In the case of discretionary trusts (often referred to as 'family trusts'), a trust will be treated as a 'foreign trust' if the trustee has a power or discretion to distribute capital to any person or entity that is 'foreign' for the purposes of the Duties Act (even if such person or entity is an unspecified member of a class of objects of the trust). Accordingly, it is critical that a practitioner reviews the terms of the relevant trust deed (and considers the potential need for amendments) prior to entry into any transaction documentation.
More info on foreign purchaser additional duty
Economic entitlements
The most common type of dutiable transaction is the transfer of land. However, in cases involving land with an unencumbered market value that exceeds $1m, regard must be had to the 'economic entitlement' duty rules set out in Part 4B of Chapter 2 of the Duties Act.
Broadly, a person will acquire an 'economic entitlement' if they acquire an entitlement to any one or more of the following:
- to participate in the income, rents or profits derived from the relevant land
- to participate in the capital growth of the relevant land
- to participate in the proceeds of sale of the relevant land
- to receive any amount determined by reference to the above or
- a right to acquire any entitlement outlined above.
In such circumstances, the person will generally be deemed to have acquired beneficial ownership of the relevant land (the relevant percentage can be up to 100% but this can be subject to the Commissioner of State Revenue determining a lesser percentage as appropriate).
Development agreements are the most common example of where a dutiable economic entitlement may arise, however the rules are broad enough to capture many and varied scenarios.
These provisions are nuanced and complex.

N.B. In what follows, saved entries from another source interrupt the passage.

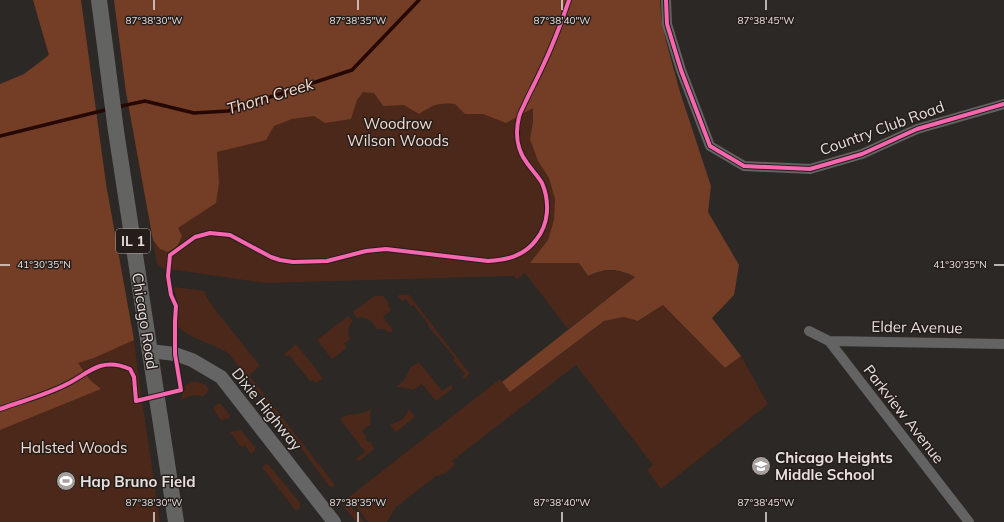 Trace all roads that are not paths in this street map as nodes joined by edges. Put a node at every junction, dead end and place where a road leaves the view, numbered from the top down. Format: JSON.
{"nodes":[{"id":1,"x":99,"y":0,"type":"edge"},
{"id":2,"x":666,"y":0,"type":"edge"},
{"id":3,"x":1003,"y":102,"type":"edge"},
{"id":4,"x":809,"y":331,"type":"dead end"},
{"id":5,"x":828,"y":341,"type":"junction"},
{"id":6,"x":1004,"y":344,"type":"edge"},
{"id":7,"x":150,"y":352,"type":"junction"},
{"id":8,"x":176,"y":522,"type":"edge"},
{"id":9,"x":334,"y":522,"type":"edge"},
{"id":10,"x":969,"y":522,"type":"edge"}],
"edges":[{"from":1,"to":7,"type":"main road","name":"Chicago Road","number":"IL 1"},
{"from":2,"to":3,"type":"street","name":"Country Club Road"},
{"from":4,"to":5,"type":"street","name":"Parkview Avenue"},
{"from":5,"to":6,"type":"street","name":"Elder Avenue"},
{"from":5,"to":10,"type":"street","name":"Parkview Avenue"},
{"from":7,"to":8,"type":"main road","name":"Chicago Road","number":"IL 1"},
{"from":7,"to":9,"type":"main road","name":"Dixie Highway"}]}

Practitioners who are not experienced in this work should refer clients for expert advice.
Practitioners should note that the economic entitlement rules outlined above are in addition to separate economic entitlement rules applicable in the landholder duty context (refer section 81 of the Duties Act).

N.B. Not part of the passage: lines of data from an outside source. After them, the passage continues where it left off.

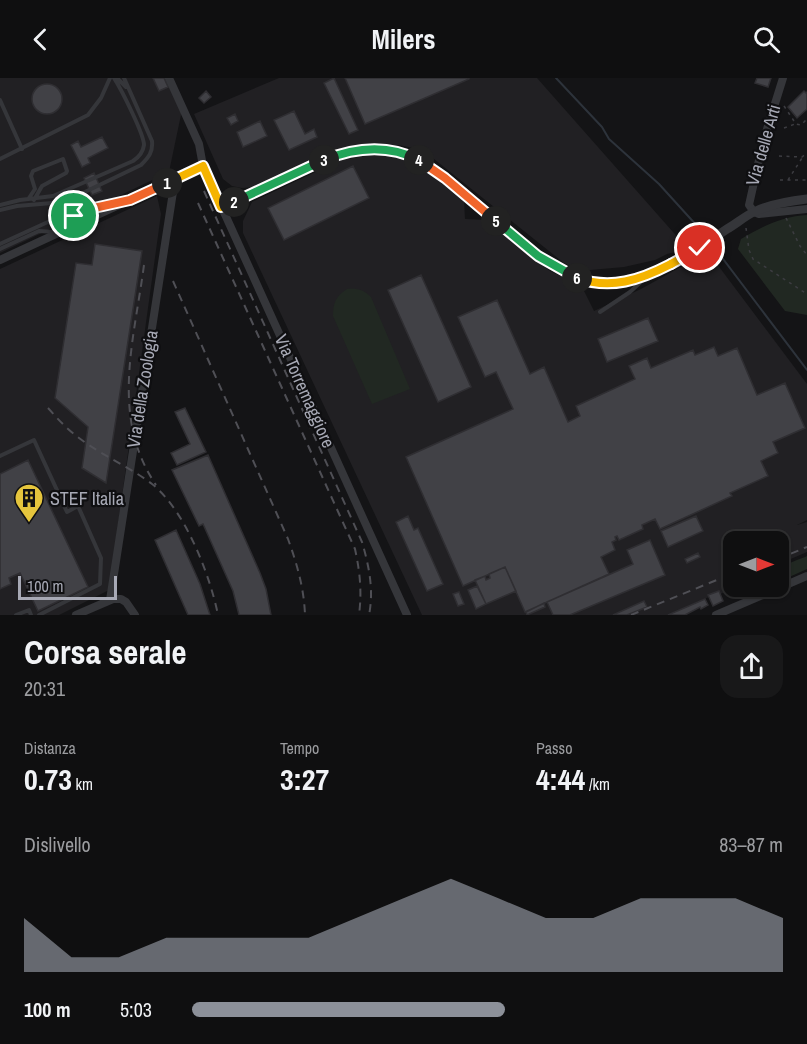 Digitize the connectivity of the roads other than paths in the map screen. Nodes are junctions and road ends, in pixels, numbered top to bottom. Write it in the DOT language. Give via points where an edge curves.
graph roads {
  1 [pos="113,78"];
  2 [pos="124,78"];
  3 [pos="169,78"];
  4 [pos="783,78"];
  5 [pos="133,98"];
  6 [pos="0,100"];
  7 [pos="22,149"];
  8 [pos="0,159"];
  9 [pos="203,166"];
  10 [pos="32,179"];
  11 [pos="175,179"];
  12 [pos="42,186"];
  13 [pos="28,199"];
  14 [pos="35,199"];
  15 [pos="807,199"];
  16 [pos="130,200"];
  17 [pos="0,205"];
  18 [pos="26,205"];
  19 [pos="221,207"];
  20 [pos="807,209"];
  21 [pos="0,210"];
  22 [pos="754,212"];
  23 [pos="60,233"];
  24 [pos="0,244"];
  25 [pos="0,249"];
  26 [pos="0,260"];
  27 [pos="647,276"];
  28 [pos="600,312"];
  29 [pos="0,456"];
  30 [pos="807,576"];
  31 [pos="110,600"];
  32 [pos="16,615"];
  33 [pos="31,615"];
  34 [pos="39,615"];
  35 [pos="76,615"];
  36 [pos="135,615"];
  37 [pos="407,615"];
  38 [pos="716,615"];
  1 -- 5 [label="lane"];
  1 -- 7 [label="lane" via="87,116"];
  1 -- 14 [label="lane" via="140,132 144,144 141,155 65,192"];
  2 -- 5 [label="lane"];
  3 -- 9 [label="street, Via Torremaggiore" via="199,144"];
  4 -- 22 [label="street, Via delle Arti" via="749,196 748,205"];
  5 -- 18 [label="lane" via="152,141 150,156 141,165 64,202"];
  6 -- 7 [label="lane"];
  7 -- 8 [label="lane"];
  9 -- 11 [label="street"];
  9 -- 19 [label="street, Via Torremaggiore"];
  10 -- 12 [label="lane"];
  10 -- 12 [label="lane" via="33,171 63,159 66,173"];
  10 -- 13 [label="lane" via="35,189"];
  11 -- 16 [label="street"];
  11 -- 31 [label="street, Via della Zoologia"];
  12 -- 14 [label="lane"];
  13 -- 14 [label="lane"];
  13 -- 17 [label="lane"];
  14 -- 18 [label="lane"];
  15 -- 22 [label="street"];
  16 -- 23 [label="street"];
  16 -- 24 [label="lane" via="50,221"];
  18 -- 21 [label="lane"];
  19 -- 27 [label="street" via="331,157 357,150 388,149 426,163 538,256 565,272 587,282 606,283"];
  19 -- 37 [label="street, Via Torremaggiore"];
  20 -- 22 [label="street"];
  22 -- 27 [label="street" via="700,248"];
  23 -- 25 [label="lane" via="39,231"];
  23 -- 26 [label="street"];
  27 -- 28 [label="lane"];
  29 -- 34 [label="lane" via="34,440 67,512 78,506 101,558 100,584"];
  30 -- 38 [label="street"];
  31 -- 35 [label="street"];
  31 -- 36 [label="street" via="126,602"];
  32 -- 33 [label="lane" via="29,610"];
}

More info on economic entitlements duty
Trusts
Various exemptions from duty may be available in the context of transfers of land to and from trustees of trusts. These exemptions are set out in Part 5 of Chapter 2 of the Duties Act.
These exemptions require the satisfaction of strict (and sometimes complex) criteria. For example, in the case of transfers of land from the trustee of a discretionary trust or a unit trust to a beneficiary, one criterion (among many) is that the transfer cannot be for consideration (whether that be cash, or non-cash such as the assumption of a mortgage). Further, not all beneficiaries of a trust can qualify for exemption (only beneficiaries which meet a series of criteria can qualify).

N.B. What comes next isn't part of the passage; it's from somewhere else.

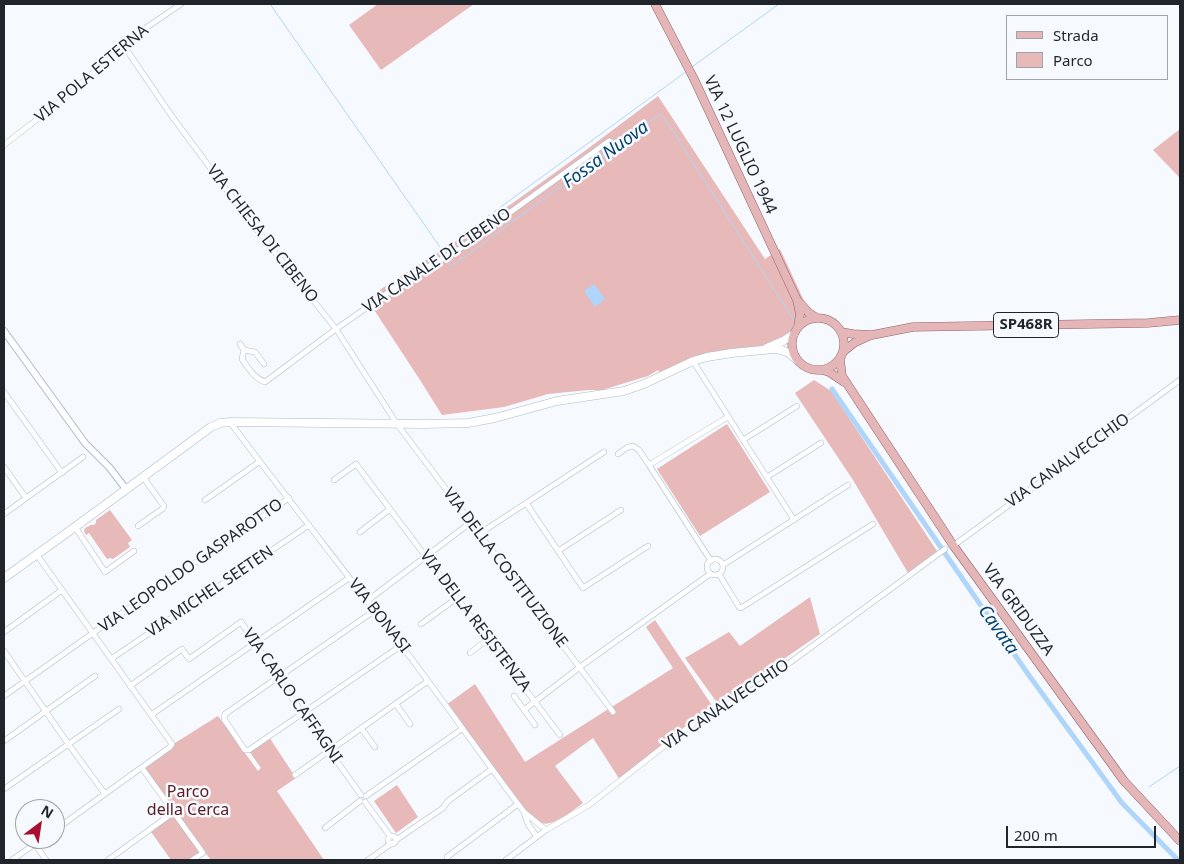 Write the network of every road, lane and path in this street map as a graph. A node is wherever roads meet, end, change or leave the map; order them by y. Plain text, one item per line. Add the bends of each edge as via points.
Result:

This is not an area where a general understanding of basic principles is enough. Any practitioner advising on these exemptions must have regard to the detailed provisions, case law and SRO guidance. The terms of any trust deed and the proposed transaction documents should be reviewed carefully prior to proceeding.
Actions to reduce risk
- Look for the tax and duty implications associated with the transfer of real property and associated transactions (like share transfers) to alert clients and, if appropriate and required, provide advice or direct the client to seek expert advice.
- Read the guidance and the information provided to improve your understanding and awareness.
- Identify complexities beyond your expertise and refer clients for expert advice.
- Use a checklist or prompt at the start of a matter to identify tax and duty issues.
- Always check the details in the legislation and SRO guidelines before advising clients and keep records to confirm any advice given.
- Establish, update and maintain comprehensive advice letters and resources that you can adapt for each specific client matter to ensure relevant advice is given to clients and confirmed in writing.
- Maintain a focus on tax and duty in all property and property conveyancing matters.